What to work on
Lines of the data that contain the word "Mainpark" are the ones to copy.

Supplied data
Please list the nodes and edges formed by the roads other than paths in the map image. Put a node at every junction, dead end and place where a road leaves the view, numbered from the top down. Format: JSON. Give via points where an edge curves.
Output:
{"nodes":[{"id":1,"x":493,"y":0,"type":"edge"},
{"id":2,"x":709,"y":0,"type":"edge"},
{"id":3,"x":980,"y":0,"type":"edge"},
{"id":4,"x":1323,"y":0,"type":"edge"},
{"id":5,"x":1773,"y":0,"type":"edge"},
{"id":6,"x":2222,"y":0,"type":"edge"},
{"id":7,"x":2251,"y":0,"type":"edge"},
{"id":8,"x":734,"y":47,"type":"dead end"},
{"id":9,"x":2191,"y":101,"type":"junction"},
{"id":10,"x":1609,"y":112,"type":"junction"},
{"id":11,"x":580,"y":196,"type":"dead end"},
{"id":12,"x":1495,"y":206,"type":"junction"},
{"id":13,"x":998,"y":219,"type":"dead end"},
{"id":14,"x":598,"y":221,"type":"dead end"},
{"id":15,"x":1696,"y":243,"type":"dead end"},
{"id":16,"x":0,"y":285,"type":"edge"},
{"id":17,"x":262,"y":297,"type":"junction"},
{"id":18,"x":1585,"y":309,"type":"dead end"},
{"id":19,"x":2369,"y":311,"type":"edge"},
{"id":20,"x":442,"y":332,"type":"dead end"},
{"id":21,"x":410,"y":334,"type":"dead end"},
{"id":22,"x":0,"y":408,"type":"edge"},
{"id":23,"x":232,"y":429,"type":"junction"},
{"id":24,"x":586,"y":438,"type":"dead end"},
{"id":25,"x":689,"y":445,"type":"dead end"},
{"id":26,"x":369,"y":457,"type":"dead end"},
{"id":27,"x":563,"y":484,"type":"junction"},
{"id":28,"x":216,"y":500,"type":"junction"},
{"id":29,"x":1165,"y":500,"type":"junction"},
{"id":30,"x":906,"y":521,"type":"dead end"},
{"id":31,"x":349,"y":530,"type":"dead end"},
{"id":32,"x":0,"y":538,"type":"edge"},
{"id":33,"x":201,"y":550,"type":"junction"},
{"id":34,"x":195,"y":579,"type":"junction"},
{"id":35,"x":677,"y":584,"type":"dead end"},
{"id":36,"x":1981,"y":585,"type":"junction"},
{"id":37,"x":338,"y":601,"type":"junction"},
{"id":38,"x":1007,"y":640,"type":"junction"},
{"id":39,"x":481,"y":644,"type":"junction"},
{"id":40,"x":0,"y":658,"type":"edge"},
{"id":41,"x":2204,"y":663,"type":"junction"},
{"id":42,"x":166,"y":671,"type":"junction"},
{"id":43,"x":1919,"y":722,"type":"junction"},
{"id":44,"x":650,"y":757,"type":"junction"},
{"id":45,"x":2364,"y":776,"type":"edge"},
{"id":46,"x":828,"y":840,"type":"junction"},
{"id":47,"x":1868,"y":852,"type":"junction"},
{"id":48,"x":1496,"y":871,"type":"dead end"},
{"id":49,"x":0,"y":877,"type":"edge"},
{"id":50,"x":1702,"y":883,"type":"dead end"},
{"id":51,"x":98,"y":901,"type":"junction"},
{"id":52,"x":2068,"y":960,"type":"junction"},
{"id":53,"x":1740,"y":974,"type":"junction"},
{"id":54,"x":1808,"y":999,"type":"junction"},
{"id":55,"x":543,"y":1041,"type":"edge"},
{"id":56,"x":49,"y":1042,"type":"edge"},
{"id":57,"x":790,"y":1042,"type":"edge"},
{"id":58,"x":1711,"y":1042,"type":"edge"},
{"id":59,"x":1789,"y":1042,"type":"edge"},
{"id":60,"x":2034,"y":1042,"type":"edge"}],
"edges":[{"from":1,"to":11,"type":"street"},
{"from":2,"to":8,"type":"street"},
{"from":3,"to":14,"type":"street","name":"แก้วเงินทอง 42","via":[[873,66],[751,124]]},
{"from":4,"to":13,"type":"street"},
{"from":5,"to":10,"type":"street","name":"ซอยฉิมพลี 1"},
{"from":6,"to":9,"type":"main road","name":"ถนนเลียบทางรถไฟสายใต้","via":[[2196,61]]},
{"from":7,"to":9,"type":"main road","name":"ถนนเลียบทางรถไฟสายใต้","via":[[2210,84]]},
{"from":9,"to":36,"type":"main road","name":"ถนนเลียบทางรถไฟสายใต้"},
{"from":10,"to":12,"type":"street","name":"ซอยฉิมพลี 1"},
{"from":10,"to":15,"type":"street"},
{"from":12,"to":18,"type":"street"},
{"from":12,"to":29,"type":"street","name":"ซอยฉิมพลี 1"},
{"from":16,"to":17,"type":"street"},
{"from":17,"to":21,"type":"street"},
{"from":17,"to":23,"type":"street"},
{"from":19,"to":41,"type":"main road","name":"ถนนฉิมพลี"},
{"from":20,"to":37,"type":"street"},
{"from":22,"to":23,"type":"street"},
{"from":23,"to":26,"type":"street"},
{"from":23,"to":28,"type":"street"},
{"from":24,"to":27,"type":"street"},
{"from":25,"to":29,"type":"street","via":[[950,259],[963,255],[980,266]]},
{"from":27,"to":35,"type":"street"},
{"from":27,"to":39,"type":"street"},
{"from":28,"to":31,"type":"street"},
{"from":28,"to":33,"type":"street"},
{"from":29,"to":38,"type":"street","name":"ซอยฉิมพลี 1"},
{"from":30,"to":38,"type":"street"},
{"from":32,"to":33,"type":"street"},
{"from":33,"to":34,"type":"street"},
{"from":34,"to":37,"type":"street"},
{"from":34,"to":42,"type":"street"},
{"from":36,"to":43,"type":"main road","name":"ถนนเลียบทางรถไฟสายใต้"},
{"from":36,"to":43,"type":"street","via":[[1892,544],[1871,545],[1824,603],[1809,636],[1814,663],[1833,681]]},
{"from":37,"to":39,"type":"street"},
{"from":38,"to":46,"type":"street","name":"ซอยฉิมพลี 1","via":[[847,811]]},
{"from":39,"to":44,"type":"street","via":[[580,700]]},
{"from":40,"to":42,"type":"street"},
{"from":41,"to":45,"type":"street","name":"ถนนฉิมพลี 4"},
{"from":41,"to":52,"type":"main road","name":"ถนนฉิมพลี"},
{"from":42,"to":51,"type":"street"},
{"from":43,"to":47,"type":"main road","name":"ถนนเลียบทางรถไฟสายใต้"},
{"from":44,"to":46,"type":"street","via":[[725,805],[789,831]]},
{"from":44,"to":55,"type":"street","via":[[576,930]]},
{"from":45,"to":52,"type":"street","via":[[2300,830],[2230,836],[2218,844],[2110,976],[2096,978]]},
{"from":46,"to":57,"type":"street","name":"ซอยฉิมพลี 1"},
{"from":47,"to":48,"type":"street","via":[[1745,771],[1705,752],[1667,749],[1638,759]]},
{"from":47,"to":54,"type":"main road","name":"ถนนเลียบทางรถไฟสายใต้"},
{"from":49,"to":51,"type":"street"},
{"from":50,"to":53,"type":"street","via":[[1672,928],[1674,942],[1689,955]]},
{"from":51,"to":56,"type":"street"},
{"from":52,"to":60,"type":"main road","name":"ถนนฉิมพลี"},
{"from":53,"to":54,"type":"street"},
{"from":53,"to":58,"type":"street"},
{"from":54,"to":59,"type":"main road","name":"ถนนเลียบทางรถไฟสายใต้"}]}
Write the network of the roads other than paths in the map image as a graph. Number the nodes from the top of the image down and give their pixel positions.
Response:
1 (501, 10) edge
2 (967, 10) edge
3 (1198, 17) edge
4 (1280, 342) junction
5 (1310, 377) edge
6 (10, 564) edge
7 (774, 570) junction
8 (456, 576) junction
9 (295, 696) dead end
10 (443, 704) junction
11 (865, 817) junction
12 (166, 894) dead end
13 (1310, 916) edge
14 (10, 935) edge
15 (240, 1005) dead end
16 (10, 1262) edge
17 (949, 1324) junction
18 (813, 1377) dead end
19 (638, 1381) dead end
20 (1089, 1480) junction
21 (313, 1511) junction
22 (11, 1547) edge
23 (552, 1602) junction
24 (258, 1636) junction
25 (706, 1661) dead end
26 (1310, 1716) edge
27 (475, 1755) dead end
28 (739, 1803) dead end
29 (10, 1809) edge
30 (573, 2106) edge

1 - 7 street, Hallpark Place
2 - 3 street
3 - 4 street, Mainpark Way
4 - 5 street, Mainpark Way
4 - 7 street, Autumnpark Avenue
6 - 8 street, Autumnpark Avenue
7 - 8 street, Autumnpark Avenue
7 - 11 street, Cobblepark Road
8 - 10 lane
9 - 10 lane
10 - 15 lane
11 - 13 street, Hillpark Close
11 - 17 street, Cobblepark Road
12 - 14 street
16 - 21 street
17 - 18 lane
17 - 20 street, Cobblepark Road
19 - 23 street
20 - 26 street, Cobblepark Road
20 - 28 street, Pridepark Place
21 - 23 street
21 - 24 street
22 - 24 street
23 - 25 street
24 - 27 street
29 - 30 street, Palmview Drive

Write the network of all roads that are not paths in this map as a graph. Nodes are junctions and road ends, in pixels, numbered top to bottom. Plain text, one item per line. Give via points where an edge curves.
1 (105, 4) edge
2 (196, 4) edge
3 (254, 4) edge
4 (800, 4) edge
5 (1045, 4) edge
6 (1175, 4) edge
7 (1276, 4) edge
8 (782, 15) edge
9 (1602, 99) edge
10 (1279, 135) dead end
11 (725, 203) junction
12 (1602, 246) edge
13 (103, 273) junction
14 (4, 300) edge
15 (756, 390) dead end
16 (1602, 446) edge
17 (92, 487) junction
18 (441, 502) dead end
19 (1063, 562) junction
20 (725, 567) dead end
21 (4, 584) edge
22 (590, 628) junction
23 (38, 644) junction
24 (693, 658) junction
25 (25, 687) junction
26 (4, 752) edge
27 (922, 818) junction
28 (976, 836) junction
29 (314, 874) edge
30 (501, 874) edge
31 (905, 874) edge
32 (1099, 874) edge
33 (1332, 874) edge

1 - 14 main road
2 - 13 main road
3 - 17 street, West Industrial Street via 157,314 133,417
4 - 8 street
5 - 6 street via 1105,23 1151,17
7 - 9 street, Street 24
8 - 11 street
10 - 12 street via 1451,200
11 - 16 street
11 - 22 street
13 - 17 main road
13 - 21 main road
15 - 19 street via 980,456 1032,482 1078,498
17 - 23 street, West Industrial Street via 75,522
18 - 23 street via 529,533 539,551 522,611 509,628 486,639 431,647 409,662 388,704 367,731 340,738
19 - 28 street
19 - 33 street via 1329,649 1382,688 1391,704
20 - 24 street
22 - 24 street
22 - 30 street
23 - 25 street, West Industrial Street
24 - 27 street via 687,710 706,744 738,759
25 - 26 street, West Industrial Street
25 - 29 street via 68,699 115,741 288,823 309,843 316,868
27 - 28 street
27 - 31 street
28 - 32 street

Answer for the task
3 - 4 street, Mainpark Way
4 - 5 street, Mainpark Way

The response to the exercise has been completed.